“Calls for the number of runners in the Grand National to be reduced in the aftermath of Saturday’s big race at Aintree have been given a firm thumbs down by Nicky Henderson.
‘There was a moment,’ laughed Henderson. ‘The only thing you could say, is if people are going to protest about what horses do, have you ever, ever, ever seen a horse not enjoy himself more?
‘He absolutely loved it, didn’t he? It is absolutely living proof that this is what these horses want to do.
‘There is the odd one that gets a bit sulky at times, but watching most of these horses, that can only tell you one thing – they love their job.’
The start of the four-and-a-quarter-mile handicap was delayed by almost 15 minutes as animal rights protestors got on to the Liverpool course and attempted to secure themselves to railings and fences.
The delay meant that horses, who were already saddled and in the parade ring, were removed for a time, returning to the saddling boxes and pre-parade ring.
When the race was eventually given the go-ahead, Hill Sixteen, who had never before fallen, suffered a fatal injury at the first fence and five others were unseated. Two more fell at the second fence, although none fell thereafter.
Henderson scoffed at suggestions that the field size – 39 horses lined up from a maximum of 40 runners – is too big and hinted that the delay caused by protestors may have affected some horses more than others.
He said: ‘It doesn’t do them any good, but to be fair, everybody did their best and did as good a job as they could to get the race going.
‘They did well to get wind of what was going to happen and what they (protestors) were planning. I think we all expected it to happen. They were going to have a go, but it was a pretty pathetic show.

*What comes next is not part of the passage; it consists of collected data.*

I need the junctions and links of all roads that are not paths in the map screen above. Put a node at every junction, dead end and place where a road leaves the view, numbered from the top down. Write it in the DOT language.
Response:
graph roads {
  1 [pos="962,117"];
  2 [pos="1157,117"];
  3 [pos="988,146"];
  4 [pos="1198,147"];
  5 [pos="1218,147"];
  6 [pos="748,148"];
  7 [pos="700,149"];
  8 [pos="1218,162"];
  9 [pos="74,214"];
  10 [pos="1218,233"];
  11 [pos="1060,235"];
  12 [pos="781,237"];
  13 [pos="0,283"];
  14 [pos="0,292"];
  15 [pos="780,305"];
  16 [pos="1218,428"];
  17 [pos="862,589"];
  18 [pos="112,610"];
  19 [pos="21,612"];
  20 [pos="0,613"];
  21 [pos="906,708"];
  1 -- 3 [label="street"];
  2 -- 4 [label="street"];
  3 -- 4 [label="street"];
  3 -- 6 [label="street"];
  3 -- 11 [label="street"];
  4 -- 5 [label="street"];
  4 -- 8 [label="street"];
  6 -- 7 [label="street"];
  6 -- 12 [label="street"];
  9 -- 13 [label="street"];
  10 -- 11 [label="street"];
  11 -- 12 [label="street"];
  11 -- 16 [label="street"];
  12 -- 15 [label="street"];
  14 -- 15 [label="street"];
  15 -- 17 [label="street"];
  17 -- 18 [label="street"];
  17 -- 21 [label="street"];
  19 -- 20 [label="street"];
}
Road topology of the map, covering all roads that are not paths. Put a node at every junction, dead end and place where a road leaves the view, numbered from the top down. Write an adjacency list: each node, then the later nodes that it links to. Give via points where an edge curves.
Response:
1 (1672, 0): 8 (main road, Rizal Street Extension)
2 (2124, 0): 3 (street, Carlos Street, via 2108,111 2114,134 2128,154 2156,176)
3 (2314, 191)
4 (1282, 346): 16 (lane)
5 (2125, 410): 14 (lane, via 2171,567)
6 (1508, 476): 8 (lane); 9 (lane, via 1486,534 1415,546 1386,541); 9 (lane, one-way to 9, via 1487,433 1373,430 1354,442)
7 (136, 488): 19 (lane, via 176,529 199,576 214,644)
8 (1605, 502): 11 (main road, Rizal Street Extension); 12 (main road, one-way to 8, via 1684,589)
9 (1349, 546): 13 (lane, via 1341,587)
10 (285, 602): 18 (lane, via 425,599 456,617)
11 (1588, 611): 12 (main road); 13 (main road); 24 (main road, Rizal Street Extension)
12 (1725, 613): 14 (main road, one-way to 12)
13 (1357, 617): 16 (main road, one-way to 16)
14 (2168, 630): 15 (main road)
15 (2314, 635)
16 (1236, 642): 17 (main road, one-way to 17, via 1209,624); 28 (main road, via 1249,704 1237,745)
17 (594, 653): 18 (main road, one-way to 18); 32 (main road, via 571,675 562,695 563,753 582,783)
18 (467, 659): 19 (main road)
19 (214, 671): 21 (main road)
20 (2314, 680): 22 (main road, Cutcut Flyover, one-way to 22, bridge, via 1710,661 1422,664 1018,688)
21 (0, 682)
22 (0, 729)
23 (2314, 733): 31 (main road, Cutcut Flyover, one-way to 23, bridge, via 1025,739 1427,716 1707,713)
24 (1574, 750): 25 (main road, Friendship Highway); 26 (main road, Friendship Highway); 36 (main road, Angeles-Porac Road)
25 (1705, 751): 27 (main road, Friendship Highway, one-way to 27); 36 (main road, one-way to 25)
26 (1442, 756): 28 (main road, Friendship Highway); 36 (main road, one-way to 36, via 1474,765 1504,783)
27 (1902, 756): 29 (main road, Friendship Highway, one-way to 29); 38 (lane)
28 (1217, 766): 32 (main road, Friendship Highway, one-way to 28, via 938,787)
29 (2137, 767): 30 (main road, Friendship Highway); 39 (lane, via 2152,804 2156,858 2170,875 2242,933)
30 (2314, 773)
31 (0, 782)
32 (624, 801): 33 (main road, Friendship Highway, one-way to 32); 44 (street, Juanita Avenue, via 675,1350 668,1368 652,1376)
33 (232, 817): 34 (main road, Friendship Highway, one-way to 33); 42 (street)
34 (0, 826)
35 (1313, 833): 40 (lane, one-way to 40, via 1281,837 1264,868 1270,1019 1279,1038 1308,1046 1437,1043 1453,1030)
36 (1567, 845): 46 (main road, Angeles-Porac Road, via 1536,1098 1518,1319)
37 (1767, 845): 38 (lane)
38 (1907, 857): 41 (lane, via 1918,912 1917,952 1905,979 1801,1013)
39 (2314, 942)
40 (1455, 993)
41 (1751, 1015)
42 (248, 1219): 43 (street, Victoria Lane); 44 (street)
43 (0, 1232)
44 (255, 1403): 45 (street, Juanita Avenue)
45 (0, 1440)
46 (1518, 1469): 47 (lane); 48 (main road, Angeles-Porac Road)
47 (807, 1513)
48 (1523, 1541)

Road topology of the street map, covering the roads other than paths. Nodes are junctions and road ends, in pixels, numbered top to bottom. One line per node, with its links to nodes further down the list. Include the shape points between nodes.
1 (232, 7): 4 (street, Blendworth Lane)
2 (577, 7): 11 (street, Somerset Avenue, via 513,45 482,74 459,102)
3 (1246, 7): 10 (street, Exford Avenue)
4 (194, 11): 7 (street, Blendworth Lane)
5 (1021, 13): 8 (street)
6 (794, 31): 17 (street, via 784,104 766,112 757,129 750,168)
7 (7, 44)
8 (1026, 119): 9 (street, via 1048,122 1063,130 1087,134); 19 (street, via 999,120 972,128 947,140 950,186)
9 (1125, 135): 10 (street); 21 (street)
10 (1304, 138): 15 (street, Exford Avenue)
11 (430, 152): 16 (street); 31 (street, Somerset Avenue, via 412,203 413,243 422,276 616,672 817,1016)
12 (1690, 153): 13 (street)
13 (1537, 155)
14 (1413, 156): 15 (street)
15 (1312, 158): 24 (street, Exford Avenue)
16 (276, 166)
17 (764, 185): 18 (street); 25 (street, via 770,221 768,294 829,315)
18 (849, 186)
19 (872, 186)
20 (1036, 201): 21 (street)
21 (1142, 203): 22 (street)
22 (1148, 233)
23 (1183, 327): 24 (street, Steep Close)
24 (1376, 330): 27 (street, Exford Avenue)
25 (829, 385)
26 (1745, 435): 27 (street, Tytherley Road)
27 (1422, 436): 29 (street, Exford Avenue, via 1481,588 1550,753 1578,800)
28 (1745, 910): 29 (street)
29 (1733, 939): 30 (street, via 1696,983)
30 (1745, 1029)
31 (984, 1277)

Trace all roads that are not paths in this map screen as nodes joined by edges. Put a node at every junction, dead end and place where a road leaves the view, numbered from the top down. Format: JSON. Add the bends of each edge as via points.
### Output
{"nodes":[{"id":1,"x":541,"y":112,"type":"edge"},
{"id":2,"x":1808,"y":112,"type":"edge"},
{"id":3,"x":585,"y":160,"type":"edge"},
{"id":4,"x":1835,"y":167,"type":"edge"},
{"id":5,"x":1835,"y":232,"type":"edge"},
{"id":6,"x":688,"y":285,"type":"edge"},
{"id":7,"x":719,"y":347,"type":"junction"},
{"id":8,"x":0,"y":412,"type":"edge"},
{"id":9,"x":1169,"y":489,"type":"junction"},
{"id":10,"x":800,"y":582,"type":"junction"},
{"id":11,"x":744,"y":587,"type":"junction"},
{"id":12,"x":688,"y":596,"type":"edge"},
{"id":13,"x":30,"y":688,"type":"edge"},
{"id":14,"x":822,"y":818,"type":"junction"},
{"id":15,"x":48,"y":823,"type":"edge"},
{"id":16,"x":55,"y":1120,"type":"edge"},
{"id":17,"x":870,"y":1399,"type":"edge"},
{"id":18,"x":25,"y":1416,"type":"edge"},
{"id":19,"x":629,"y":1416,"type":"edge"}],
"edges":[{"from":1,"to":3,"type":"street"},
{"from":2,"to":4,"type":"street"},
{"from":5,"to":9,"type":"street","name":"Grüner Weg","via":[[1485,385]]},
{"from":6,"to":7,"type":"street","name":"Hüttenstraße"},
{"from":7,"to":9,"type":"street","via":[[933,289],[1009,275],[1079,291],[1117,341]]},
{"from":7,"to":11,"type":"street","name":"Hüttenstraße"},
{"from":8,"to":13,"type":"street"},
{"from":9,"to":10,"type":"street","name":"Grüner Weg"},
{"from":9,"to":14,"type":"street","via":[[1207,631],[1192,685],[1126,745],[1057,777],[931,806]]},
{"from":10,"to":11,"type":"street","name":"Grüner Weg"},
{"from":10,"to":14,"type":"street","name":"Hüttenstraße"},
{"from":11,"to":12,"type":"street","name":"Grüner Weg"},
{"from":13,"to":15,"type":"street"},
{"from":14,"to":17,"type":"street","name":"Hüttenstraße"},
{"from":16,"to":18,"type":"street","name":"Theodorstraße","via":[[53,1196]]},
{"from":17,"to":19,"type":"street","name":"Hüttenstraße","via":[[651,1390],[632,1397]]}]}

‘There are certain horses that it would affect. With Mister Coffey, it didn’t worry him.
‘I just let his girths out after they went back to the top paddock. That is a reasonable thing to do, because once you tighten their girths, they know what they are doing.
‘He was very good, but if it had been Jonbon, it would have been a shambles. It would have been game over. He couldn’t have taken that (delay).
‘But as to suggestions we need to reduce the field size, no. We should have had a reserve.
‘It is part of the spectacle. That is what the race is all about. The start is always going to be difficult with 40 horses – everyone wants to be up there, of course they do.
‘But it’s the essence of the race. We are not fiddling around with some little gymkhana, you know.
‘The race wasn’t helped by the protestors and it depends on your horse, but Mister Coffey is not someone who is going to get himself in a fuss.
‘Had it been Jonbon, it would have been a different ball game.’
Eight-year-old Mister Coffey will be campaigned with the National in mind next season, following his excellent showing.
Though he has yet to win in nine starts over fences, he has been running in very good company. Runner-up in last year’s Kim Muir at Cheltenham, he has twice finished as bridesmaid in two decent handicaps this season before finishing placed in the National Hunt Chase on returning to the Festival meeting last month.
Henderson added: ‘Of course we are going to build around the National next year.
‘Mind you, I’m going to try to win a race with him first.